In Brief
MindMaze technology explores the potential of brain machine interfacing with virtual reality, and it just got a huge financial boost.
MindMaze

Switzerland-based VR company, MindMaze received a major investment from Hinduja Group, who has valued the company at over $1 billion. This is a ten-fold increase since its previous valuation in 2012 where it was pegged at $10 million.

In a recent report published by the Economic Times, the investment is only “less than a third” of the company and makes MindMaze one of two “unicorns” in the AR and VR industry. MindMaze now joins Magic Leap in this category, which was values at over $4 billion.

MindMaze is led by Dr. Tej Tadi—a doctor who specializes in neuroscience—who is focusing combining virtual reality and motion capture with brain machine interfacing in order to help patients recover form traumatic events.

What makes MindMaze’s VR system exceptional is how it uses a combination of methodologies to produce interactions in VR with “zero latency.” It combines a band with dry electrodes to sense brainwaves and muscle activity, supported by a motion capture camera that can essentially predict movement before it is made.
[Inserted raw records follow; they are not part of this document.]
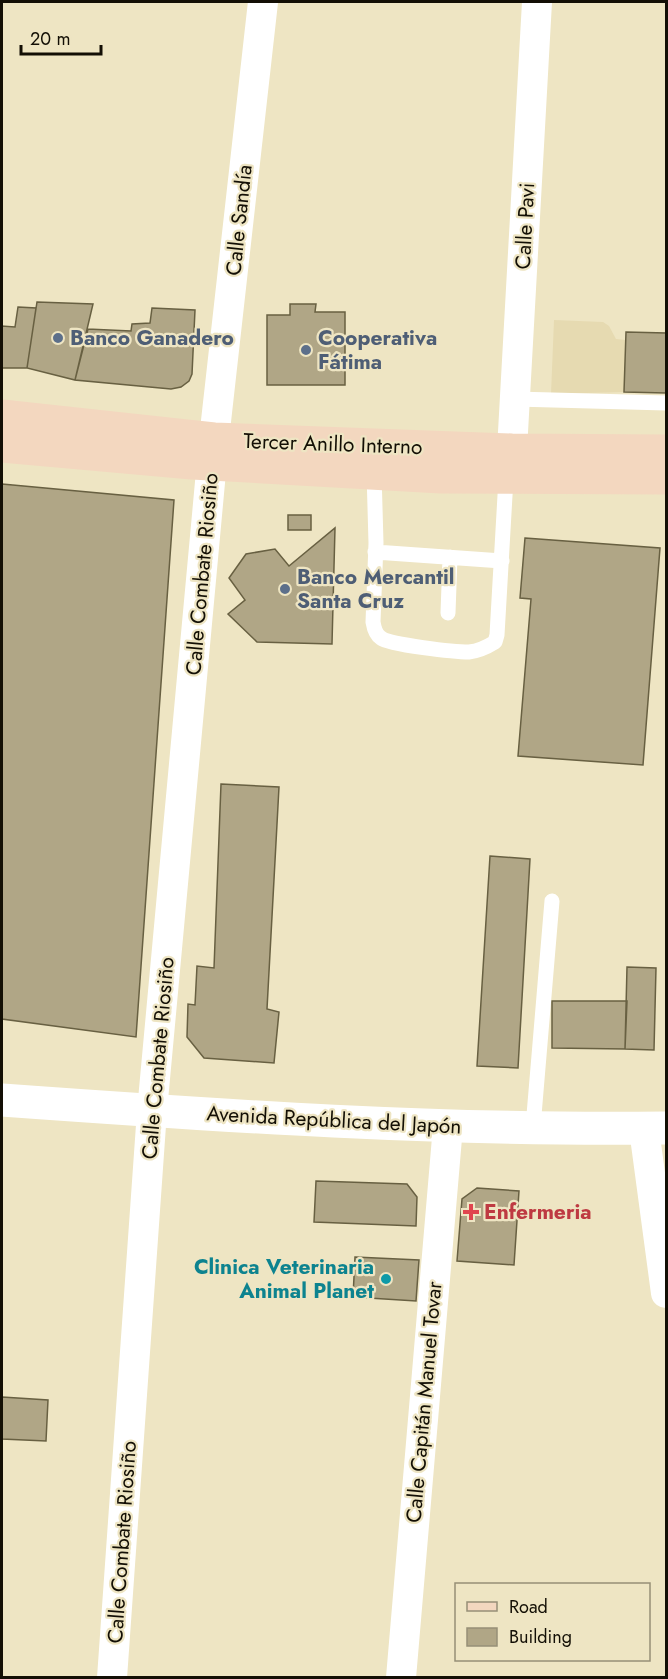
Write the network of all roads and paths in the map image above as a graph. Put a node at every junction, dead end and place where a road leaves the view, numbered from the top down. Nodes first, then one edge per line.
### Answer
1 (263, 2) edge
2 (537, 2) edge
3 (515, 399) junction
4 (666, 403) edge
5 (2, 416) edge
6 (2, 446) edge
7 (213, 451) junction
8 (666, 451) edge
9 (509, 464) junction
10 (374, 472) junction
11 (666, 478) edge
12 (375, 552) junction
13 (450, 557) junction
14 (502, 561) junction
15 (448, 613) dead end
16 (552, 901) dead end
17 (2, 1100) edge
18 (152, 1111) junction
19 (448, 1126) junction
20 (533, 1127) junction
21 (655, 1128) edge
22 (666, 1293) edge
23 (112, 1677) edge
24 (401, 1677) edge

1 - 7 street, Calle Sandía
2 - 3 street, Calle Pavi
3 - 4 lane
3 - 9 street, Calle Pavi
5 - 7 main road, Tercer Anillo Interno
6 - 7 main road, Tercer Anillo Interno
7 - 9 main road, Tercer Anillo Interno
7 - 10 main road, Tercer Anillo Interno
7 - 18 street, Calle Combate Riosiño
8 - 9 main road, Tercer Anillo Interno
9 - 10 main road, Tercer Anillo Interno
9 - 11 main road, Tercer Anillo Interno
9 - 14 lane
10 - 12 lane
12 - 13 lane
12 - 14 lane
13 - 14 lane
13 - 15 lane
16 - 20 lane
17 - 18 street, Avenida República del Japón
18 - 19 street, Avenida República del Japón
18 - 23 street, Calle Combate Riosiño
19 - 20 street, Avenida República del Japón
19 - 24 street, Calle Capitán Manuel Tovar
20 - 21 street, Avenida República del Japón
21 - 22 street

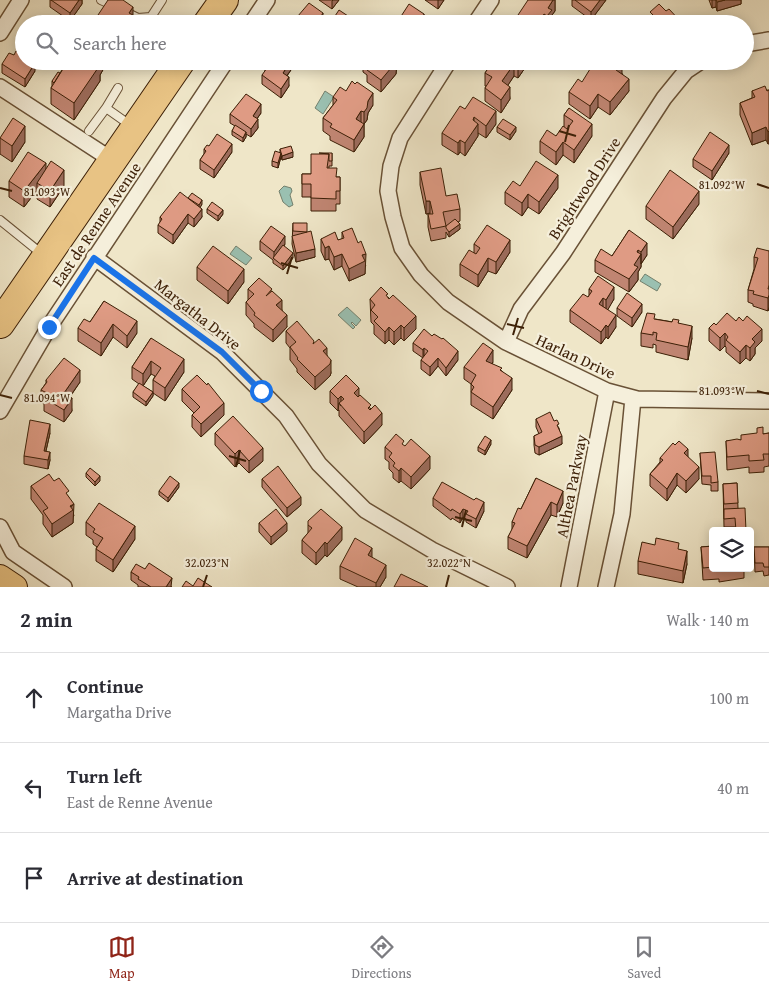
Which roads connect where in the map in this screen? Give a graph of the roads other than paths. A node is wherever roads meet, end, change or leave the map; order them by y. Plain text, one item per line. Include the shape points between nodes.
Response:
1 (21, 0) edge
2 (101, 0) edge
3 (162, 0) edge
4 (224, 0) edge
5 (267, 0) edge
6 (491, 0) edge
7 (123, 1) edge
8 (130, 14) joint
9 (152, 15) edge
10 (213, 15) edge
11 (257, 15) edge
12 (480, 15) edge
13 (0, 33) edge
14 (769, 40) edge
15 (754, 42) edge
16 (175, 70) edge
17 (220, 70) edge
18 (443, 70) edge
19 (688, 70) edge
20 (0, 87) edge
21 (118, 88) dead end
22 (106, 108) junction
23 (134, 128) junction
24 (90, 131) dead end
25 (112, 160) junction
26 (1, 223) edge
27 (46, 257) junction
28 (94, 258) junction
29 (0, 324) edge
30 (506, 342) junction
31 (607, 391) junction
32 (633, 398) junction
33 (769, 401) edge
34 (0, 411) edge
35 (0, 527) edge
36 (0, 577) edge
37 (15, 587) edge
38 (64, 587) edge
39 (507, 587) edge
40 (569, 587) edge
41 (606, 587) edge

1 - 13 street
2 - 8 lane
3 - 9 lane
4 - 10 highway
5 - 11 street
6 - 12 street
7 - 8 lane
14 - 15 street
16 - 23 highway
17 - 28 street, East de Renne Avenue
18 - 30 street, Harlan Drive via 400,138 391,166 389,200 402,248 421,275 448,302
19 - 30 street, Brightwood Drive via 664,98 521,310
20 - 25 street
21 - 22 lane
22 - 23 lane
22 - 24 lane
23 - 25 highway
25 - 27 highway
26 - 27 lane
27 - 29 highway
28 - 34 street, East de Renne Avenue
28 - 39 street, Margatha Drive via 222,352 286,416 319,464 365,510 432,550
30 - 31 street, Harlan Drive
31 - 32 street, Harlan Drive
31 - 40 street, Althea Parkway
32 - 33 street, Harlan Drive
32 - 41 street via 622,514
35 - 38 street via 13,552
36 - 37 main road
MindMaze. Image Credit: http://uploadvr.com/mindmaze-vr-billion-dollar-valuation/
MindMaze. Image Credit: MindMaze
VR System

Dr. Tadi explains. “If I have movement data, muscle data, brain data, I can weigh for information, so I know that you’re going to move your hand, I can predict it from this, but I can also predict it from your muscle activity, and I can confirm it with my motion capture camera that you are moving the hand.”

He clarifies exactly how the tech works, stating:

What happens is the brain is contralaterally mapped, so the right part of the brain controls the left, and the left hemisphere does the right. Now she has a right stroke, she can move the left, but when she’s moving the right hand, and she’s seeing something there, the brain area that’s responsible is saying, hey, hang on, I can still control that hand, let me start kicking some aiders in. And so slowly the recovery comes in. So it’s a game to play—which is fun and entertaining, because [her recovery] isn’t going to happen if she just does it once. She’s got to do it repeatedly to reinforce it, and there the gameification pieces kicked in.

The gameification of the process led the way for the organization to consider broader consumer options for the technology. Currently, the team is looking how their technology can be integrated with future generations of VR headsets such as the Oculus Rift or creating a standalone HMD that could compete with what’s currently available in the market today.

It’s not likely that we will be seeing this technology out in the market in the near future, but it does highlight how VR technology can be fused with brain machine interfacing for various applications.